Why Russian Generals Keep Dying in Ukraine
Yet another Russian general, Lieutenant-General Andrei Mordvichev, is reported to have been killed by Ukrainian forces in a conflict that is less than a month old. Mordvichev’s death was announced on Ukraine social media on March 20th, but has yet to be confirmed by the Kremlin. His death, if confirmed, will bring the number of Russian generals killed by the Ukrainian armed forces since the war began to five.
The role of an army general is to command and supervise strategy rather than conduct tactical actions on the ground. As a result, casualties at this rank have tended to be low. Comparing this figure of five reported dead in less than a month with the total number of U.S. generals killed between 1965 and 1975 in Vietnam – just 12 – you have to ask why so many Russian generals are dying.
It is very likely that the targeting of Russian senior ground commanders forms part of a wider Ukrainian strategy to disrupt their enemies’ command-and-control network. The Ukrainian forces are aware of the leadership approach that has been adopted by the Russian armed forces since 2001, much of which is based on international analysis conducted by the U.S. and NATO. Its rigid hierarchical system, overseen by an autocratic leader in Vladimir Putin, condemns junior ranks to a chain of perpetual fear, with little allocated for independent thinking or decision-making.
Putin manages the military in much the same way as he does the wider Russian state, choosing loyalty to him above professional competence. This is no more clearly illustrated than the choice of Sergei Shoigu as Russian defence minister in 2012. Lacking any military experience or understanding, Shoigu was chosen as he posed little political threat to Putin or established military tradition. He has been criticised by many for failing to introduce major reforms after the Georgian campaign in 2008, which highlighted key failings in the Russian military in carrying out combat operations.

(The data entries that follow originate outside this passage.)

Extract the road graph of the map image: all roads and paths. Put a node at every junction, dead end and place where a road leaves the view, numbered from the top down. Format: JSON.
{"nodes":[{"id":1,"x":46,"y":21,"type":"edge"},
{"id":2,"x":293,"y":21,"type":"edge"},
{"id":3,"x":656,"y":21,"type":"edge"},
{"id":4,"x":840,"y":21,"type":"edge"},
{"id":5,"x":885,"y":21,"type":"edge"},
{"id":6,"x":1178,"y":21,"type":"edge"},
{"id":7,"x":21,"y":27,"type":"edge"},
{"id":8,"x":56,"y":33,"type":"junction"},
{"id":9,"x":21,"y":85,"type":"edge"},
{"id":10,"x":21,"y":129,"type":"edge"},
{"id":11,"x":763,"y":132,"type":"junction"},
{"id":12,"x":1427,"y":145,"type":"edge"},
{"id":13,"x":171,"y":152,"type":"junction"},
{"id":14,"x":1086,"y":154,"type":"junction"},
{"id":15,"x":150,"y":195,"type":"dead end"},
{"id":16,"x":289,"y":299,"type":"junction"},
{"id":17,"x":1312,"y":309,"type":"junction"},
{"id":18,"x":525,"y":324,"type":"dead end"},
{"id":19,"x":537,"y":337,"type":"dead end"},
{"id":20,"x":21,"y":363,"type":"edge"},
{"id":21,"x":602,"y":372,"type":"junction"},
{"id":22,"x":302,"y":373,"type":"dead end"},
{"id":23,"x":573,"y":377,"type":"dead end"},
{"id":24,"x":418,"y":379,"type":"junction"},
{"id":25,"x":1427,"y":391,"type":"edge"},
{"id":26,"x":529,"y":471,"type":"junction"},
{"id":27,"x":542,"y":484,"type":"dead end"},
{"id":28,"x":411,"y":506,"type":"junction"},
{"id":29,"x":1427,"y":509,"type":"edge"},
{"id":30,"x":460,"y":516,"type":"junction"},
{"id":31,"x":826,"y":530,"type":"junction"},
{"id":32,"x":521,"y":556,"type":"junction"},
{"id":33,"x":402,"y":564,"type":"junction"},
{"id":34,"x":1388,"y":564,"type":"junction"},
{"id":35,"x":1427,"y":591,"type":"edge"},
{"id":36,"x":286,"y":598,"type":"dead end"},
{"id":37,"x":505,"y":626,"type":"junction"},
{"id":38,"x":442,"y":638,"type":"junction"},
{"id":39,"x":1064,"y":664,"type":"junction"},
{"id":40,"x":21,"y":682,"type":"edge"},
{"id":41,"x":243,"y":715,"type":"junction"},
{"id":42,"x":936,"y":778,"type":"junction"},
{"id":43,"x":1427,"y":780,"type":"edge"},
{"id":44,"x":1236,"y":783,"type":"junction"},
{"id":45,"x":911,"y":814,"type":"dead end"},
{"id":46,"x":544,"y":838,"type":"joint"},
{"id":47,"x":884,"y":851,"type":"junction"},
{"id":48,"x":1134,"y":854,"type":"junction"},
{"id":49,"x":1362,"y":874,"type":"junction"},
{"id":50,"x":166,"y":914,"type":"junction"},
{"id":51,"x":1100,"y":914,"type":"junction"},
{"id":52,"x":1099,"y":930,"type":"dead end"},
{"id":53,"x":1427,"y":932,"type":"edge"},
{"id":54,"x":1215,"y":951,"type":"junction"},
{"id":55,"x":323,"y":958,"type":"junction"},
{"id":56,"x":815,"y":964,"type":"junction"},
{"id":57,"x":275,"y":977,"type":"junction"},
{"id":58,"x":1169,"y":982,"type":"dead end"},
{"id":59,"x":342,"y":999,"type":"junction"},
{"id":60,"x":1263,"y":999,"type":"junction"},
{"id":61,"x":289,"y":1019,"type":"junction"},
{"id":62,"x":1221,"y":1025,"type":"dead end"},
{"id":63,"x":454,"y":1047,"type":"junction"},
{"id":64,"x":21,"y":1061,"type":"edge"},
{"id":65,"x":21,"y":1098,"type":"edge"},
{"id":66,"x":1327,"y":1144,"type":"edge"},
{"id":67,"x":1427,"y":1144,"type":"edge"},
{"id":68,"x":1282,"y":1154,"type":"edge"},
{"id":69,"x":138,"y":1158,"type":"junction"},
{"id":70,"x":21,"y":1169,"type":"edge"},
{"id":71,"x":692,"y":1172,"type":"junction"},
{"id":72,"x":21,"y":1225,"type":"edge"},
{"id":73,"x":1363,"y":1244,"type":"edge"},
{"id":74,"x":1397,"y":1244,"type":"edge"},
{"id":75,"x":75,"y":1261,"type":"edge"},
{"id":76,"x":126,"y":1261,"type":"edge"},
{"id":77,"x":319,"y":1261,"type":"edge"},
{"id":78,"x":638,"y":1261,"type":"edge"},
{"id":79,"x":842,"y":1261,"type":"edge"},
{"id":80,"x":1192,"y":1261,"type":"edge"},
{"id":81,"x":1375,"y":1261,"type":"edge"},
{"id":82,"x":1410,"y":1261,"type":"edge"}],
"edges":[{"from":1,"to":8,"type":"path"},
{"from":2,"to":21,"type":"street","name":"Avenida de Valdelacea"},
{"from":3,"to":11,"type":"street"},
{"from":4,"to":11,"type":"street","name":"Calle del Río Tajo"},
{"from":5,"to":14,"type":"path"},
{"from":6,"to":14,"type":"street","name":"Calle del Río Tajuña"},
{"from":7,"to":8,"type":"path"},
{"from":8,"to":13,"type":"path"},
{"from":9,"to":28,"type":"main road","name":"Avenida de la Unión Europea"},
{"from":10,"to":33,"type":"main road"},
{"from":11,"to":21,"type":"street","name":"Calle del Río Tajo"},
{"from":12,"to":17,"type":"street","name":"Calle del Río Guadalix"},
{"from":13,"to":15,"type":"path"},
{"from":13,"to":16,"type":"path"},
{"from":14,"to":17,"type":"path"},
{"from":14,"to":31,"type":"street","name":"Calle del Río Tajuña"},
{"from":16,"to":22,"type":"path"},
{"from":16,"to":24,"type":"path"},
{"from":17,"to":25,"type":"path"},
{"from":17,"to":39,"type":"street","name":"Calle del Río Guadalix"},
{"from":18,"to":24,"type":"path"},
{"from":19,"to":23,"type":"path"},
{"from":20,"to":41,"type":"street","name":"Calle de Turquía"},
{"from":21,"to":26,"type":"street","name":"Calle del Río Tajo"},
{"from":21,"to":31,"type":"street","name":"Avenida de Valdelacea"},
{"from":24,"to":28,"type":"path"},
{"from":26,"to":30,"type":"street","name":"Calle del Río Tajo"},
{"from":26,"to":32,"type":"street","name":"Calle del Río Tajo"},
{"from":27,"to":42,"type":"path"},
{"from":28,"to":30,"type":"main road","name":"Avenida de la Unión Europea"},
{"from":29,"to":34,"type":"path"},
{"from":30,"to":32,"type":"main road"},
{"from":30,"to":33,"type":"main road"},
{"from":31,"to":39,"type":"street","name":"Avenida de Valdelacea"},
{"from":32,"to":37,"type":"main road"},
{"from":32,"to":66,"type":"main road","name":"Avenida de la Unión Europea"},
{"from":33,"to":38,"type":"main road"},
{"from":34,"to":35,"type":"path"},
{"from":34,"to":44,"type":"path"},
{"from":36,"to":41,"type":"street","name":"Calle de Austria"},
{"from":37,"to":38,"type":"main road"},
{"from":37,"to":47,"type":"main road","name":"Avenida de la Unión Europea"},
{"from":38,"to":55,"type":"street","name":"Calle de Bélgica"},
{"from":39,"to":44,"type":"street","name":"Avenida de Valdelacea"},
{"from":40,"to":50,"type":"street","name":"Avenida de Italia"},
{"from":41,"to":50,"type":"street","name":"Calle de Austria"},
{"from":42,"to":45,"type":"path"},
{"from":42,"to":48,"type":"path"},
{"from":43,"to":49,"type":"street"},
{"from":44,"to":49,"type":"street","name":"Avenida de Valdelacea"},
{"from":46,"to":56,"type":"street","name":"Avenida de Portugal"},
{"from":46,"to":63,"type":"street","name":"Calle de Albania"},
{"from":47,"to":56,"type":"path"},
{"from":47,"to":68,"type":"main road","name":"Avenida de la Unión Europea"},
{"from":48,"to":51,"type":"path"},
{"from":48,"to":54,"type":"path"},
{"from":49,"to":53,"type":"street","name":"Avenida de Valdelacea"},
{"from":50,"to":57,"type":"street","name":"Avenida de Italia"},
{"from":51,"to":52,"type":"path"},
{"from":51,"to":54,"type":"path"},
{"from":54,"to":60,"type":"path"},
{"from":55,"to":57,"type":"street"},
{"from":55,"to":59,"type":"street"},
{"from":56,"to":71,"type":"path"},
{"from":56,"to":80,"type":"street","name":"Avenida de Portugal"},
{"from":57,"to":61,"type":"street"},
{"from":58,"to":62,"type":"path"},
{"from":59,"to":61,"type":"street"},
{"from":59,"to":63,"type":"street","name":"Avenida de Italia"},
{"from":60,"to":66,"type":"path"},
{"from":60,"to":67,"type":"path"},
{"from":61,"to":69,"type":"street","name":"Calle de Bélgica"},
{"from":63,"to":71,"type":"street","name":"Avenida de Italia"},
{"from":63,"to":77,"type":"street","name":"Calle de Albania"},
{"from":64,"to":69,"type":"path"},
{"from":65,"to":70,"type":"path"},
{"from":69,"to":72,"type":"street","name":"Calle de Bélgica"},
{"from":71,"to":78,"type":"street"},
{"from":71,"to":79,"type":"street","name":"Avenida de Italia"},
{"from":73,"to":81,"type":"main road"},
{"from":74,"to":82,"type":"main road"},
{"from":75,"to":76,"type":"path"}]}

Corruption in the Russian military
Corruption is endemic within all aspects of Russian life – and this includes the military. A recent report, published as part of the London-based International Government Defence Integrity Index, identified that the Russian military had a corruption risk of high “owing to extremely limited external oversight of the policies, budgets, activities, and acquisitions of defence institutions.” The report also highlighted a lack of transparency on procurement and the issuing of defence contracts, with a rating of only 36 out of 100 in this category. Loyalty to Putin may have landed senior leaders a place in the inner circle, but this has been at the expense of the personnel they serve.
The public procurement sector often carries with it opportunities for corrupt practices, and this is no different in the Russian state. A report issued by the Risk and Compliance Portal (2021), which examines corrupt practices within states, claims that: “Bribes, kickbacks and other irregular payments are often exchanged to obtain public contracts. Companies report favouritism in decisions of government officials, and public funds are frequently diverted due to corruption.”
The report also states that military contracts were more likely to receive approval based not on the quality or standard of the bid, but rather on the company’s personal relationships with state officials and loyalty to the Kremlin.
Military reforms over the past decade have failed to enforce a clear agenda of development and instead have allowed many of their military units to become low-grade and poorly trained. A recent U.S. Defence intelligence assessment suggested that Russian forces had sold much of the best equipment during the early months of their deployment to the Ukraine border in 2021, due to poor pay and conditions.
On average, Russian professional soldiers of junior ranks earn $480 a month, whereas their equivalents in the Ukrainian army are receiving three times that figure. The division between pay, working conditions, and morale could play a big role in determining the outcome of this conflict.
It is true that senior commanders have always been exposed to becoming targets on the battlefield, with the Red Army using this to devastating effect in the ruins of Stalingrad in 1942, in which Soviet snipers targeted both junior and senior ranks. However, what differs between this conflict and those fought in the past is the proximity to the front line in which Russian generals appear to be operating.
The lack of confidence that they have in their lines of communication and the standards of ground commanders – the result of chronic levels of corruption – is providing clear opportunities for the Ukrainian military to strike at the few competent military leaders.
At Stalingrad, the Wehrmacht officer commanding, General Friedrich Paulus, was at least 15 miles away from the city during the battle. This ensured that he and his staff maintained a wider strategic view, placing confidence in his junior ranks rather than exposing himself or his command team to tactical-level decision-making.
Ukraine has several well-equipped combat units who would be capable of carrying out specialist missions, so it would seem that any opportunity might be taken to target the leadership through assassination, designed to disrupt the lines of communication, cause confusion, and slow the Russian advance further.
It is also hugely symbolic and provides a clear example to the Russian rank and file that their enemies can target senior leadership with ease, demonstrating a failure of the system to protect their senior staff. It is a clear symbol of a weak and incompetent communication system that is forcing generals to move from strategic to tactical decision-making.
This causes mistrust in the effectiveness of chains of command, with doubt spreading much faster than conviction. Meanwhile, the slower the advance becomes, the more time the Ukrainian command has to prepare their centres of population for the advancing enemy forces.